The Little Clay Cart (Mrcchakatika):
The Construction of Gender and Emotion in Act V, “The Storm”
Mohan R. Limaye, Emeritus
Professor, Boise State University
With the Assistance of Ms. Kim
Price, Honors College, Boise State University
Abstract
In
Act V of The Little Clay Cart, a
Sanskrit play written in India about 1600 years ago, the playwright Shudraka
constructs a poetic duet between Vasantasena, the heroine, and a Vita, her male
companion, as they walk to the house of her lover Charudatta in a raging storm. It has been recognized that this verse
exchange provides the audience with “a feast for the ear” through a cascade of
lyrical and descriptive exuberance.

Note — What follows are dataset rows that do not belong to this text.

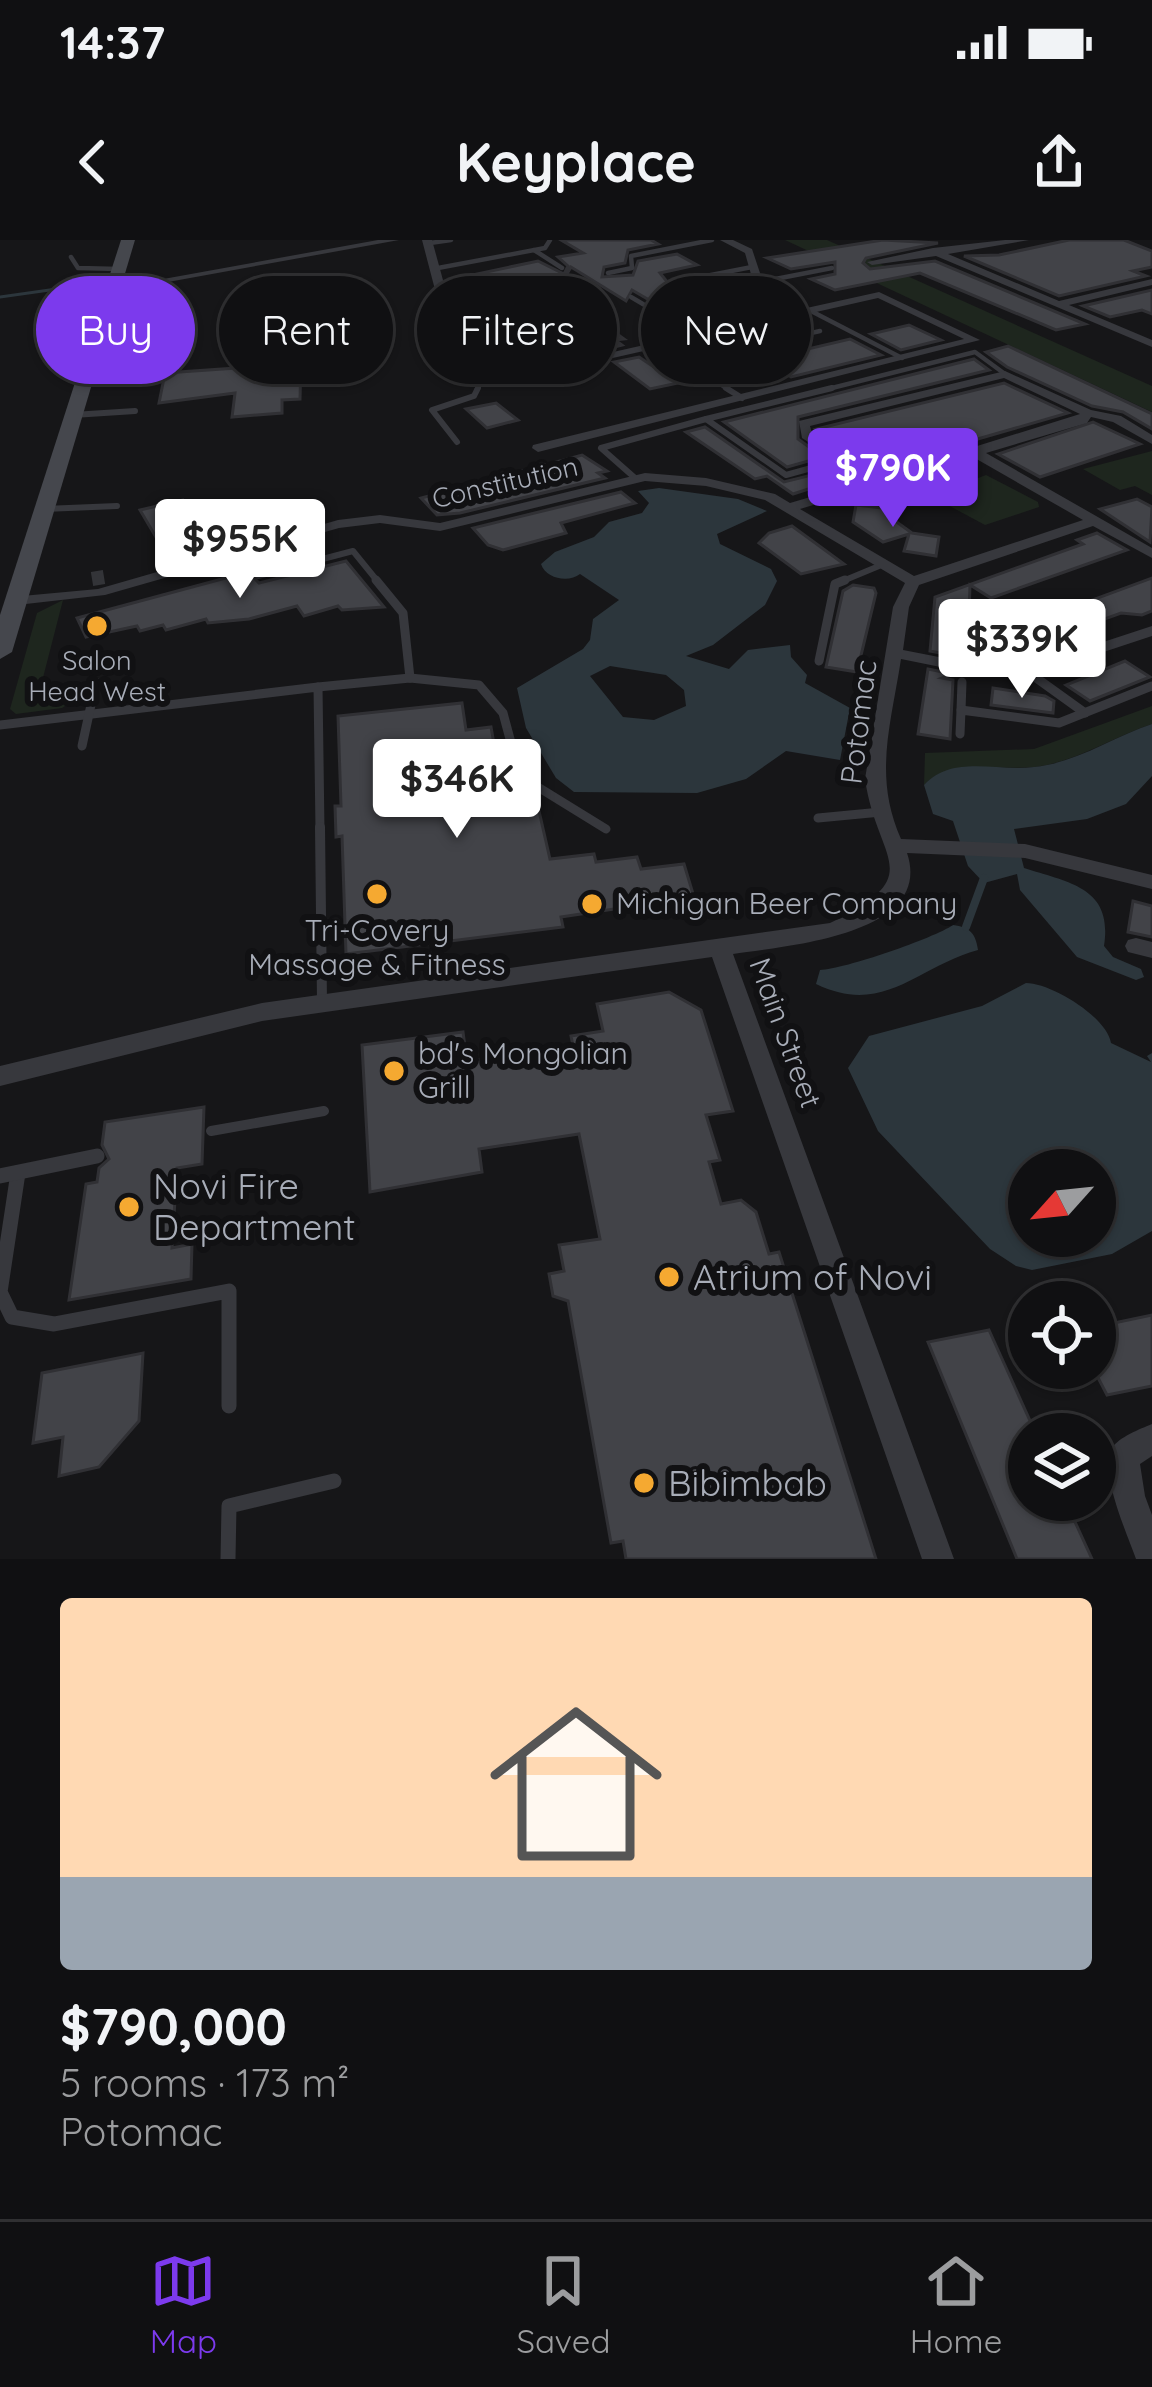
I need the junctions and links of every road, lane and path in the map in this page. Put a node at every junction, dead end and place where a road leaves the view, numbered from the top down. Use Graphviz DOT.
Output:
graph roads {
  1 [pos="128,240"];
  2 [pos="394,240"];
  3 [pos="451,240"];
  4 [pos="550,240"];
  5 [pos="712,240"];
  6 [pos="725,240"];
  7 [pos="1021,240"];
  8 [pos="429,242"];
  9 [pos="349,243"];
  10 [pos="534,250"];
  11 [pos="933,251"];
  12 [pos="71,257"];
  13 [pos="872,262"];
  14 [pos="752,267"];
  15 [pos="437,268"];
  16 [pos="562,268"];
  17 [pos="832,268"];
  18 [pos="608,273"];
  19 [pos="103,276"];
  20 [pos="117,276"];
  21 [pos="141,276"];
  22 [pos="439,276"];
  23 [pos="705,276"];
  24 [pos="754,276"];
  25 [pos="796,276"];
  26 [pos="1152,282"];
  27 [pos="631,297"];
  28 [pos="641,303"];
  29 [pos="1059,304"];
  30 [pos="811,311"];
  31 [pos="811,314"];
  32 [pos="820,331"];
  33 [pos="811,333"];
  34 [pos="1152,344"];
  35 [pos="902,358"];
  36 [pos="1005,374"];
  37 [pos="83,384"];
  38 [pos="475,384"];
  39 [pos="720,384"];
  40 [pos="742,398"];
  41 [pos="135,411"];
  42 [pos="1087,412"];
  43 [pos="73,415"];
  44 [pos="706,419"];
  45 [pos="1152,440"];
  46 [pos="457,442"];
  47 [pos="538,448"];
  48 [pos="974,452"];
  49 [pos="844,459"];
  50 [pos="635,478"];
  51 [pos="879,481"];
  52 [pos="117,506"];
  53 [pos="792,507"];
  54 [pos="44,509"];
  55 [pos="1094,520"];
  56 [pos="1152,554"];
  57 [pos="879,566"];
  58 [pos="258,576"];
  59 [pos="913,582"];
  60 [pos="19,592"];
  61 [pos="1152,631"];
  62 [pos="0,652"];
  63 [pos="894,653"];
  64 [pos="819,662"];
  65 [pos="1028,671"];
  66 [pos="410,678"];
  67 [pos="96,682"];
  68 [pos="962,682"];
  69 [pos="1152,686"];
  70 [pos="318,687"];
  71 [pos="961,710"];
  72 [pos="1085,713"];
  73 [pos="89,714"];
  74 [pos="0,725"];
  75 [pos="960,734"];
  76 [pos="82,746"];
  77 [pos="520,776"];
  78 [pos="525,806"];
  79 [pos="881,812"];
  80 [pos="818,818"];
  81 [pos="606,830"];
  82 [pos="898,846"];
  83 [pos="1152,882"];
  84 [pos="720,947"];
  85 [pos="322,1002"];
  86 [pos="0,1076"];
  87 [pos="324,1112"];
  88 [pos="211,1131"];
  89 [pos="97,1156"];
  90 [pos="18,1173"];
  91 [pos="0,1176"];
  92 [pos="229,1406"];
  93 [pos="1152,1438"];
  94 [pos="334,1481"];
  95 [pos="1152,1558"];
  96 [pos="228,1559"];
  97 [pos="938,1559"];
  1 -- 20 [label="main road"];
  2 -- 9 [label="street"];
  3 -- 8 [label="lane"];
  4 -- 10 [label="lane"];
  5 -- 18 [label="lane"];
  6 -- 14 [label="street"];
  7 -- 11 [label="street"];
  8 -- 15 [label="street"];
  9 -- 21 [label="street"];
  10 -- 15 [label="lane"];
  10 -- 16 [label="lane"];
  11 -- 13 [label="street"];
  11 -- 29 [label="street"];
  12 -- 19 [label="lane"];
  14 -- 23 [label="lane"];
  14 -- 24 [label="street"];
  15 -- 22 [label="street"];
  17 -- 25 [label="lane"];
  26 -- 29 [label="street"];
  27 -- 28 [label="lane"];
  29 -- 34 [label="street"];
  30 -- 35 [label="street"];
  31 -- 35 [label="lane"];
  32 -- 33 [label="lane"];
  35 -- 40 [label="street"];
  36 -- 42 [label="street"];
  36 -- 44 [label="lane"];
  36 -- 49 [label="street"];
  37 -- 43 [label="main road"];
  38 -- 46 [label="lane"];
  39 -- 40 [label="lane"];
  40 -- 47 [label="street"];
  41 -- 43 [label="lane"];
  42 -- 45 [label="street"];
  42 -- 48 [label="street"];
  43 -- 54 [label="main road"];
  44 -- 49 [label="lane"];
  44 -- 50 [label="lane"];
  48 -- 51 [label="street"];
  48 -- 55 [label="street"];
  49 -- 51 [label="street"];
  50 -- 53 [label="street"];
  50 -- 60 [label="street, Constitution"];
  51 -- 53 [label="street"];
  52 -- 54 [label="lane"];
  53 -- 57 [label="street"];
  54 -- 60 [label="main road"];
  55 -- 56 [label="street"];
  55 -- 59 [label="street"];
  57 -- 59 [label="street"];
  57 -- 64 [label="lane"];
  58 -- 66 [label="lane"];
  59 -- 63 [label="street, Potomac"];
  60 -- 62 [label="main road"];
  61 -- 65 [label="street"];
  63 -- 65 [label="street"];
  63 -- 79 [label="street, Potomac"];
  65 -- 72 [label="lane"];
  66 -- 70 [label="lane"];
  66 -- 77 [label="lane"];
  67 -- 73 [label="lane"];
  68 -- 71 [label="lane"];
  69 -- 72 [label="lane"];
  70 -- 73 [label="lane"];
  70 -- 85 [label="lane"];
  71 -- 72 [label="lane"];
  71 -- 75 [label="lane"];
  73 -- 74 [label="lane"];
  73 -- 76 [label="lane"];
  77 -- 78 [label="lane"];
  77 -- 81 [label="lane"];
  79 -- 80 [label="lane"];
  79 -- 82 [label="street, Potomac"];
  82 -- 83 [label="street"];
  82 -- 84 [label="street"];
  84 -- 85 [label="street, Main Street"];
  84 -- 97 [label="street, Main Street"];
  85 -- 86 [label="street, Main Street"];
  87 -- 88 [label="lane"];
  89 -- 90 [label="lane"];
  90 -- 91 [label="lane"];
  90 -- 92 [label="lane"];
  93 -- 95 [label="street"];
  94 -- 96 [label="lane"];
}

What has not, however, been appreciated is
that it also creates an enriched gender-specific persona for Vasantasena and develops
more fully the dominant emotion of the play, erotic love. The poetic images and
figures of speech employed by Vasantasena and the Vita as they describe the
storm portray their differences in gender and mood. Generally speaking, while Vasantasena expresses
her nuanced feelings for Charudatta and the pangs of love in separation, the
Vita describes the storm in manly images of power and harsh-sounding syllables. Shudraka, a skillful dramatist, reveals in
Act V more facets of Vasantasena’s personality with all her charm, anxieties,
vulnerabilities, and sensuousness than anywhere else in the play, and all of
this through her poetic description of the storm. As a result we, the receptive and
appreciative ( rasik and sahrudaya) audience, know her, love her,
empathize with her and cherish her all the more. This is the dramatic and aesthetic
significance of the poetic duet between Vasantasena and her Vita. In the Storm scene, Shudraka thus connects
the form with the content and the style with the character. This is how lyrical poetry in a play can
serve a dramatic purpose.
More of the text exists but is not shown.